- Also known as: The Lang and O'Leary Exchange (2009-14)
- Presented by: Amanda Lang (2009–15) Kevin O'Leary (2009–14) Peter Armstrong (2015–16)
- Country of origin: Canada
- Original language: English

Production
- Running time: 60 minutes

Original release
- Network: CBC News Network
- Release: October 26, 2009 – September 9, 2016

= The Exchange (TV series) =

The Exchange was a Canadian business news television series which aired weekdays on CBC News Network, with an overnight rebroadcast on CBC Television, from October 26, 2009 to September 9, 2016.

The show originally launched as The Lang and O'Leary Exchange, a half-hour daily series co-hosted by CBC's senior business correspondent Amanda Lang and businessman Kevin O'Leary, starting at 4:30 p.m. Eastern.
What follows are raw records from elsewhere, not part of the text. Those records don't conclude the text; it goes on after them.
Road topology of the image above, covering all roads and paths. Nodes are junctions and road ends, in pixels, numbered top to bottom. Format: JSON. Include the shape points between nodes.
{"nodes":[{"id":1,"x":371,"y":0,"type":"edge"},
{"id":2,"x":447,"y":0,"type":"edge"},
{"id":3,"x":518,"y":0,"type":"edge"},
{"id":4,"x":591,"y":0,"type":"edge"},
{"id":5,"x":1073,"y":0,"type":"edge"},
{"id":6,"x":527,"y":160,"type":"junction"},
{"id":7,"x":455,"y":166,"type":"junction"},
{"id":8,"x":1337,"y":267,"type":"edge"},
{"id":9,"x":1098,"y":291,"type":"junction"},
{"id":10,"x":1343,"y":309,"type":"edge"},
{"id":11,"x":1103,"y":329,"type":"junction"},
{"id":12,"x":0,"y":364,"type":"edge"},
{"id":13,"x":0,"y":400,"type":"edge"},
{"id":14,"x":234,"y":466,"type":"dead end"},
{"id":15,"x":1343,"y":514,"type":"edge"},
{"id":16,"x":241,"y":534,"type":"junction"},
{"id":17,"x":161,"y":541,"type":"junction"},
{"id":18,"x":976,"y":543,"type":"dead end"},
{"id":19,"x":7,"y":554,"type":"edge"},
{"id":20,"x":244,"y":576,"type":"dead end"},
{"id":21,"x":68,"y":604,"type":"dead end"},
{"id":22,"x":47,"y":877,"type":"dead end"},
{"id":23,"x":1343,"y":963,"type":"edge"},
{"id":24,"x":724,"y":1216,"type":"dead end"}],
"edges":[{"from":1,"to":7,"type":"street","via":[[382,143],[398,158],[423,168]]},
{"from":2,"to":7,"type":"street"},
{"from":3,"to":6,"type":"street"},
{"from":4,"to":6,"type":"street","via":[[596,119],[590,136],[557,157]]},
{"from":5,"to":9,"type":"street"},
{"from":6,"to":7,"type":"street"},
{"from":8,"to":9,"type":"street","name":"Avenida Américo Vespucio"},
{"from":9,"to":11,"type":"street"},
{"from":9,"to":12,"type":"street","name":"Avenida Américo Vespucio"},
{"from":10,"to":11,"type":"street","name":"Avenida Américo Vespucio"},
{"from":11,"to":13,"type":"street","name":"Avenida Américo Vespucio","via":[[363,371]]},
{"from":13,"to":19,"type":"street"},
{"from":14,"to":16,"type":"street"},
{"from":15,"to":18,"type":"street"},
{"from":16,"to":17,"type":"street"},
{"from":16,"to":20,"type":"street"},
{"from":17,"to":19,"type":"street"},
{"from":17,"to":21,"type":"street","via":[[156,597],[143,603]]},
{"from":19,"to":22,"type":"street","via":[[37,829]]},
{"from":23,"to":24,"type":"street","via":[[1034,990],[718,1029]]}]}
Lang and O'Leary had previously co-hosted the Business News Network series SqueezePlay.

On March 1, 2010 The Lang and O'Leary Exchange became an hour-long show starting at 7 p.m., pre-taped earlier in the evening, and aired on the CBC News Network. In September 2012, the show was revised into two half-hour formats, and gained an airing at 6:30 p.m. local time for the first half hour on CBC Television following local newscasts.

Guest hosts, when Lang or O'Leary have been absent, have included Rudyard Griffiths, Bruce Sellery, Preet Banerjee, Som Seif, Mike Abramsky, Dianne Buckner, Danielle Bochove, Michael Hyatt, David Chilton and David Kaufman.

On August 11, 2014, it was announced that Kevin O'Leary would leave the CBC, and join Bell Media to return to his previous home of BNN. As a result of the change, Amanda Lang became the sole host of the program, which was renamed The Exchange with Amanda Lang the following Monday. A few months later the program was relaunched, doing away with most of the Lang & O'Leary-era segments.

On October 13, 2015, the CBC announced that Lang would leave CBC News to move to Bloomberg TV Canada. The Exchange continued with a number of rotating hosts, until Peter Armstrong was named the program's new permanent host in 2016. The program ended on September 9, 2016; its successor, On the Money (hosted by Armstrong), launched in the same 7 - 8 PM (Eastern) time slot on September 12, 2016.